Eri Hotta's Japan 1941: Countdown to Infamy is a meticulously-researched, day-by-day recounting of Japan's military and political situation throughout 1941. Hotta seems to have reconstructed every meeting of two or more diplomatic, military, imperial, or cabinet officials from the entire year. This is informative to no end, but goes well beyond the level of detail your average reader would need. (Or even your not-so-average reader; I picked this up because I teach World War II in Japan, and I still found myself skimming vast chunks of text.)

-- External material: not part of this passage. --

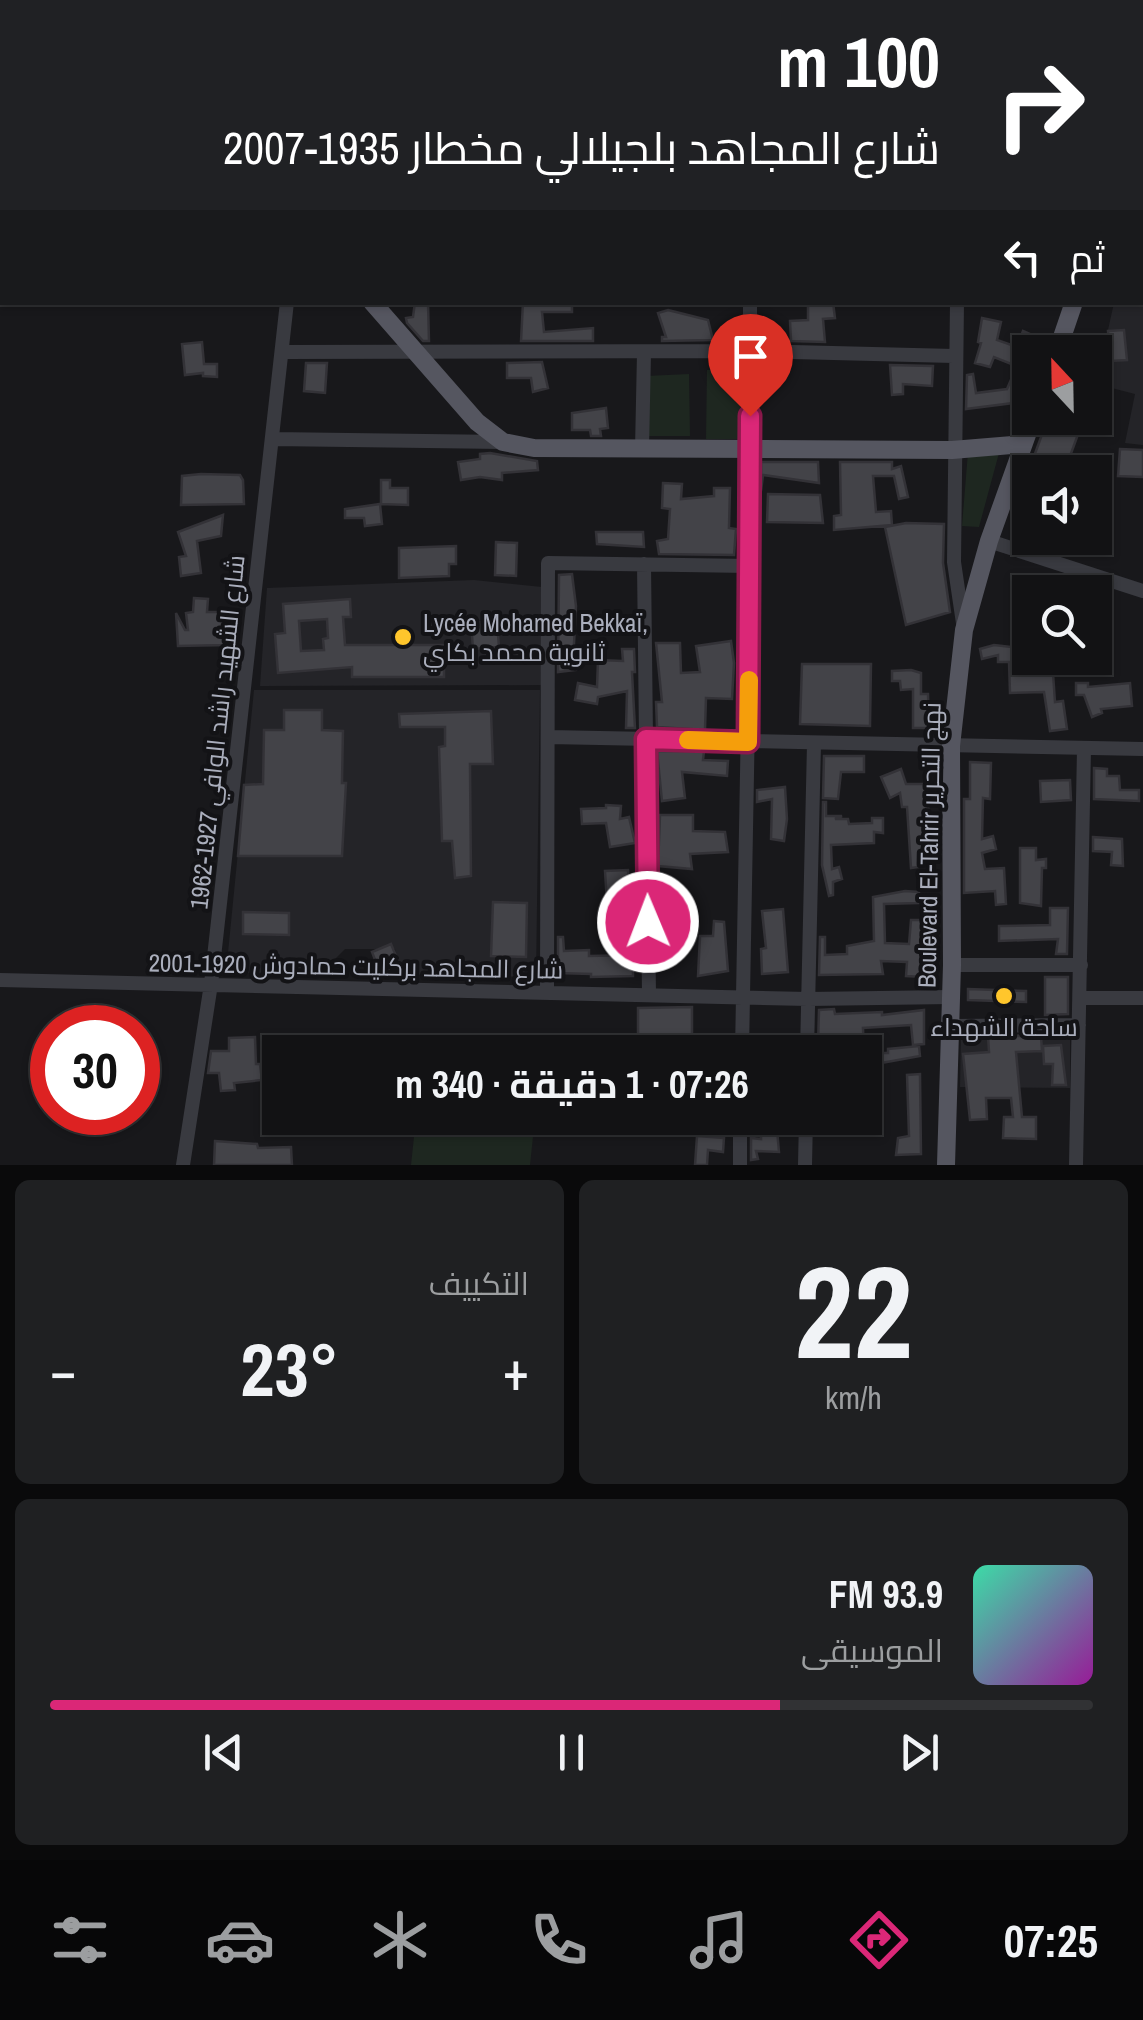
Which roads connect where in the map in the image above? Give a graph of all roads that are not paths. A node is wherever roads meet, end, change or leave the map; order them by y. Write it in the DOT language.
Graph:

The most interesting and most readable parts of the book are not the policy discussions or arguments over military strategy. They are the recollections of Soldier U, called up again and again into his late 30s as Japan's "China Issue" drags on and then as they debate invading the Soviet Union (they don't) and French Indochina (they do). Close on the heels of Soldier U are the passages about changes to the daily routine in Tokyo and elsewhere in Japan as basic goods (rice!) become scarce even before the country enters into war with the United States.
In fact, the most amazing thing is that Japan went to war with the U.S. at all. Again and again cabinet ministers and members of the imperial household discuss that a war with the U.S. is too unwinnable, that the country is too vast, its population and resources too many, its will too strong. (As an aside, I love that it is Gone with the Wind that hammers this home most clearly to some Japanese who, seeing the film for the first time marvel at the "quality, technical superiority, and glamour" of the movie and wonder "how they could possibly defeat a country that had managed to produce such an astonishing film.) Yet, each man - and make no mistake, they are all men here - feels that war is inevitable and as such the preparations must move in that direction until the train has left the station and the ship has left the harbor.
This is not a book about Japan during World War II, per se. More than anything, Hotta succeeds in presenting the psychology of a nation, one that is deeply unsure of its place in a rapidly changing world.My final verdict, then, is more nuanced than usual. This is an often-tedious book, but one sheds valuable insight on the Japanese psyche circa World War II. Ultimately, though, only the most devoted close readers of World War II or Japanese culture (or preferably both) are likely to truly enjoy the countdown to Pearl Harbor.